Quoiqu’il ait inventé et dénoué dans ses comédies beaucoup d’intrigues amoureuses, ce n’est pas dans ce genre que Calderon réussissait le mieux. Je crois même qu’en cultivant ce genre il a obéi moins à ses goûts qu’à ceux du public et aux mœurs de son époque.

« Je crois, avec Schlegel, que c’est dans les compositions religieuses que les sentiments de Calderon se déploient avec le plus d’abandon et d’énergie.
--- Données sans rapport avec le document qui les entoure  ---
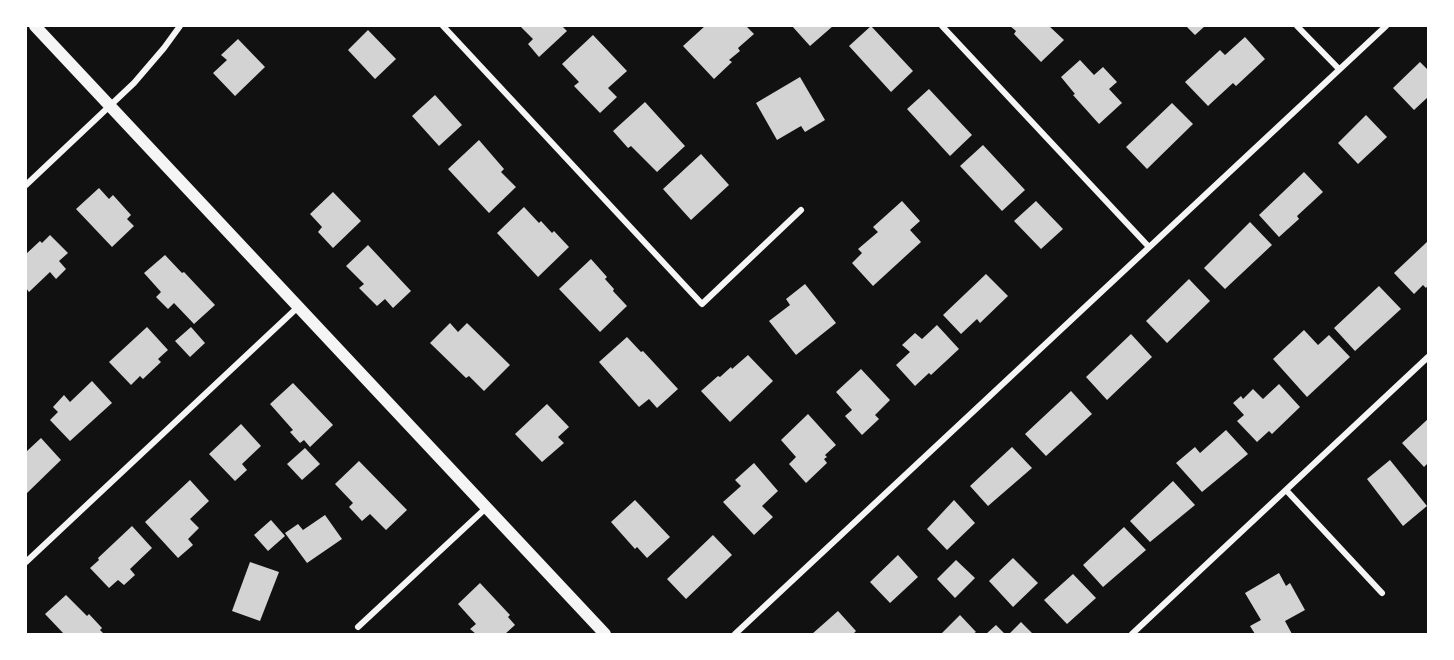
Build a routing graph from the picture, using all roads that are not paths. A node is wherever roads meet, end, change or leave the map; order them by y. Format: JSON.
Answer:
{"nodes":[{"id":1,"x":35,"y":26,"type":"edge"},
{"id":2,"x":180,"y":26,"type":"edge"},
{"id":3,"x":443,"y":26,"type":"edge"},
{"id":4,"x":942,"y":26,"type":"edge"},
{"id":5,"x":1298,"y":26,"type":"edge"},
{"id":6,"x":1386,"y":26,"type":"edge"},
{"id":7,"x":1339,"y":69,"type":"junction"},
{"id":8,"x":111,"y":106,"type":"junction"},
{"id":9,"x":26,"y":185,"type":"edge"},
{"id":10,"x":801,"y":210,"type":"dead end"},
{"id":11,"x":1149,"y":247,"type":"junction"},
{"id":12,"x":299,"y":307,"type":"junction"},
{"id":13,"x":1428,"y":357,"type":"edge"},
{"id":14,"x":1286,"y":490,"type":"junction"},
{"id":15,"x":486,"y":508,"type":"junction"},
{"id":16,"x":26,"y":562,"type":"edge"},
{"id":17,"x":1382,"y":592,"type":"dead end"},
{"id":18,"x":358,"y":627,"type":"dead end"},
{"id":19,"x":605,"y":634,"type":"edge"},
{"id":20,"x":735,"y":634,"type":"edge"},
{"id":21,"x":1132,"y":634,"type":"edge"}],
"edges":[{"from":1,"to":8,"type":"main road"},
{"from":2,"to":8,"type":"street"},
{"from":3,"to":10,"type":"street"},
{"from":4,"to":11,"type":"street"},
{"from":5,"to":7,"type":"street"},
{"from":6,"to":7,"type":"street"},
{"from":7,"to":11,"type":"street"},
{"from":8,"to":9,"type":"street"},
{"from":8,"to":12,"type":"main road"},
{"from":11,"to":20,"type":"street"},
{"from":12,"to":15,"type":"main road"},
{"from":12,"to":16,"type":"street"},
{"from":13,"to":14,"type":"street"},
{"from":14,"to":17,"type":"street"},
{"from":14,"to":21,"type":"street"},
{"from":15,"to":18,"type":"street"},
{"from":15,"to":19,"type":"main road"}]}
« Il n’a peint l’amour terrestre que sous des traits vagues et généraux. Il n’a parlé que la langue poétique de cette passion. La religion est son amour véritable, elle est l’âme de son âme, ce n’est que pour elle qu’il pénètre jusqu’au fond de nos cœurs, et l’on croirait qu’il a tenu en réserve pour cet objet unique nos plus fortes et nos plus intimes émotions. Ce mortel, favorisé s’est échappé de l’obscur labyrinthe du doute, et a trouvé un refuge dans l’asile élevé de la foi.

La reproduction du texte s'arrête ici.